I ran a local 5k in May and finished with a time of just over 40 minutes. I ran 3 miles this morning and had a time of 39:35. I obviously have a long way to go on this goal. I need to start running at least three times a week and lose some weight so I can make progress on this goal. I have actually gone backwards on this goal since the start of the year. My original goal of running a 5k in under 23:59  might not be achievable, but I want to at least get close to it.

I didn’t do anything towards the goal of being able to do a pull-up. I decided not to join a gym since it was more expensive than I expected and I can’t afford to be paying any extra bills right now. Instead I have ordered some weights and found an online upper-body workout that I will do.

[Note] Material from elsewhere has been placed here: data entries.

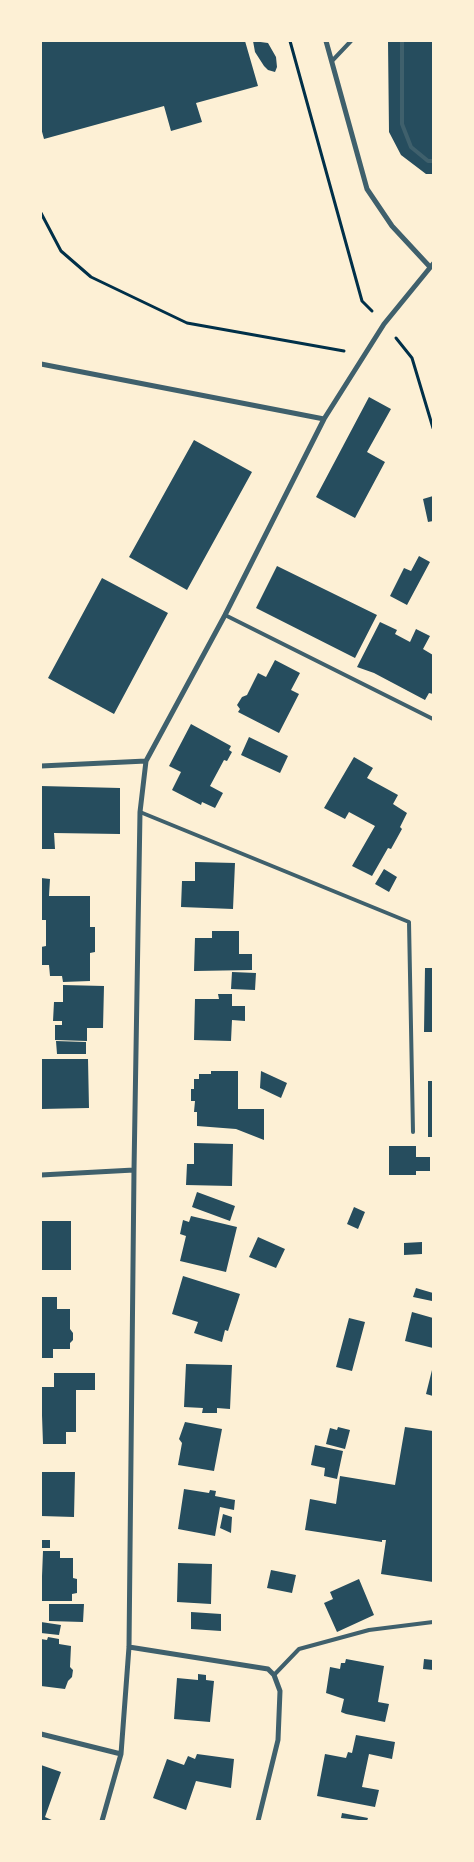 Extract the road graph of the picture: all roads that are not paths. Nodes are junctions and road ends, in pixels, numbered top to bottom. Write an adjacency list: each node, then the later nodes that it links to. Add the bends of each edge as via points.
1 (326, 41): 4 (street)
2 (351, 41): 4 (lane)
3 (402, 41): 5 (lane, via 402,124 411,147 428,161)
4 (332, 61): 6 (street, via 367,189 392,226)
5 (433, 161)
6 (431, 265): 8 (street, via 384,324)
7 (41, 364): 8 (street)
8 (324, 419): 9 (street)
9 (225, 615): 10 (lane); 11 (street)
10 (433, 719)
11 (146, 760): 12 (street); 13 (street)
12 (41, 766)
13 (140, 812): 14 (lane, via 409,922); 15 (street)
14 (413, 1132)
15 (134, 1170): 16 (street); 18 (street)
16 (41, 1176)
17 (433, 1622): 19 (lane, via 368,1630 300,1649)
18 (130, 1647): 19 (street, via 268,1669); 21 (street)
19 (274, 1675): 23 (street, via 280,1690 278,1740)
20 (41, 1734): 21 (street)
21 (121, 1754): 22 (street)
22 (102, 1821)
23 (258, 1821)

I met my goal of not eating fast food more than 2x a week until the last week of the month when I had fast food a third time. My favorite fast food restaurant opened a new location near me which provided some extra temptation. I also bought chips twice so that goal was also a fail. I did well on my goal of writing 200 words on my book each weekday until the last couple days of the month. Even though I failed at all three of these goals I did better in these areas then I would have if I wouldn’t have set a goal at all.

For June I’m going to carry over my goals from May. I’m modifying my fast-food goal to only 1x a week, but fast-food mystery shops will not count. Also, if I start my job I will not be keeping the 200 words a day writing goal. I’m also adding a couple of new goals for this month. I will run at least 3x a week and I’ll do an upper-body workout at least 3x a week. Those goals will give me plenty to work towards and I feel that I’ll make good progress towards my goals this month.